Пламя и ветер - [15]
— Ты противный! Слышишь? Уходи, от тебя воняет навозом! Не дай бог, увидят тебя здесь наши, тебе не поздоровится.
Альма отошел к ручью и уставился на свое отражение в воде. Верно, он больше похож на старую обезьяну, чем на молодого парня. Нет, нет, Жанетта врет! Врет, врет, врет!
Альма повалился в траву и долго лежал, закинув руки за голову и глядя в высокое сине-золотистое небо, пронизанное ослепительным солнечным светом. Потом он заснул.
Уже давно отзвонили полдень, а старшие все еще не возвращались из города. Жанетта нетерпеливо ждала, сидя на ступеньках фургона. Вот наконец они появились. Что это? Брат поддерживает отца, тот пошатывается. Мать торопливо идет впереди. А где же Машек?
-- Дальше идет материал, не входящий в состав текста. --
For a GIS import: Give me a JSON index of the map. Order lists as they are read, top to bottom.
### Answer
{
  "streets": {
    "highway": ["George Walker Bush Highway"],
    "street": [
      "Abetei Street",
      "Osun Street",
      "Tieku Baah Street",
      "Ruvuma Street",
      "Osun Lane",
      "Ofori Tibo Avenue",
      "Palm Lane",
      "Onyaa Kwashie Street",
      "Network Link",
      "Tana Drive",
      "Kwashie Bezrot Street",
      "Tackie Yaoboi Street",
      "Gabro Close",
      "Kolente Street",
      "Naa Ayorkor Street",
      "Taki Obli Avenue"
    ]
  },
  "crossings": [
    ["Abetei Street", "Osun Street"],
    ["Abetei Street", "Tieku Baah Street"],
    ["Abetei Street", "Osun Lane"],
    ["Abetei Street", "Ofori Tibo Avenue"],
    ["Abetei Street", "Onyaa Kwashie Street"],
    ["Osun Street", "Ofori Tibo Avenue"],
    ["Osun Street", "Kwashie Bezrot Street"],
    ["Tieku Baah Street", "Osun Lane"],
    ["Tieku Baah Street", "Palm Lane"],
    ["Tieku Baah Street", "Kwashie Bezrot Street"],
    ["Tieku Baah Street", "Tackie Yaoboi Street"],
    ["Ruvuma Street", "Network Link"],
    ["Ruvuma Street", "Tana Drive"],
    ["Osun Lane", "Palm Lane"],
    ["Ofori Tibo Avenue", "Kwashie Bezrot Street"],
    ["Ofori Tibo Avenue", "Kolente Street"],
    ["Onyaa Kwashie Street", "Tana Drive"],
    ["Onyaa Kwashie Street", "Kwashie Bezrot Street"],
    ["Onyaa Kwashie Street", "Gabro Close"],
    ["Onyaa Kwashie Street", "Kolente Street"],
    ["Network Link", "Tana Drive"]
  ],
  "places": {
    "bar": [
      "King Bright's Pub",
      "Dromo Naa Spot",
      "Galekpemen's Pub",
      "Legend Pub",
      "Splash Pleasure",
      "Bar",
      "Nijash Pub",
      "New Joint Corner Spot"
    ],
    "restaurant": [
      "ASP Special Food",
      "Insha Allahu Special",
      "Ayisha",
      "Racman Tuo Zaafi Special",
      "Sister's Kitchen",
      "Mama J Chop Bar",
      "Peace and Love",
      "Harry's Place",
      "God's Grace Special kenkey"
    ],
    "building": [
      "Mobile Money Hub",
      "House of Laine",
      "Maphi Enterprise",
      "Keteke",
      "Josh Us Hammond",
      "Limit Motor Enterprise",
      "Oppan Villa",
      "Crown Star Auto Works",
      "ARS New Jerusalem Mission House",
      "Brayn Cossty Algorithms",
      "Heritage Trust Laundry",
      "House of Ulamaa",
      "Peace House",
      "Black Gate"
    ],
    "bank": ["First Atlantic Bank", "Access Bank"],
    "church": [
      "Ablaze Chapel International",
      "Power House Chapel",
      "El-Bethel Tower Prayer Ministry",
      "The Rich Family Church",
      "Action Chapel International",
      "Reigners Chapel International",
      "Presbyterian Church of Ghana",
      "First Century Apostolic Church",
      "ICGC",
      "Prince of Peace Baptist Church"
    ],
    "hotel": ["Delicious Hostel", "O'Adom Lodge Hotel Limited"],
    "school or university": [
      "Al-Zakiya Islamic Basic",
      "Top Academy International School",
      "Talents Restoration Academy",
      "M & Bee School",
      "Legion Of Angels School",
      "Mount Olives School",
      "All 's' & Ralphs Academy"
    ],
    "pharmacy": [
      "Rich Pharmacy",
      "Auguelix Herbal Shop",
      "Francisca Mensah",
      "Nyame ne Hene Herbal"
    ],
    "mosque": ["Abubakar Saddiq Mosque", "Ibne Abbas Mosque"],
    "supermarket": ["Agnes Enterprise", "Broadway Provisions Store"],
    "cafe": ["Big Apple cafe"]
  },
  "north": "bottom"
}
— Надо уезжать, — сердито крикнула мать, лицо у нее было красное. — Надо уезжать отсюда. Машеку-то, оказывается, в прошлом году был срок призываться, как и нашему Иерониму, а он не пошел. Кто мог знать! А нам влетело: мол, укрываем дезертиров! Задержали его там, а нам велели убираться подальше. Как мы будем без него? Отцу так плохо!
Она сокрушалась больше, чем когда они лишились Тины.
— Что мы будем делать без Машека, если отец не скоро поправится? Хорошо еще, что мы хоть не расставили шатер!
Отца уложили в постель и, нахлестывая лошадей, укатили оттуда, пожалуй, даже с большей поспешностью, чем из Тына после похорон Резека.
Миновав стороной город, циркачи выбрались на имперский тракт и повернули на Прагу.
Перед Червеными холмами пришлось остановиться, потому что лошади были все в мыле, да и люди были мокрые от пота.
Неподалеку от места, где они остановились, у проселочной дороги, взбегавшей по гряде холмов, виднелся стог. Ливора хотел прихватить оттуда охапку соломы для тюфяка, но Ружена не позволила.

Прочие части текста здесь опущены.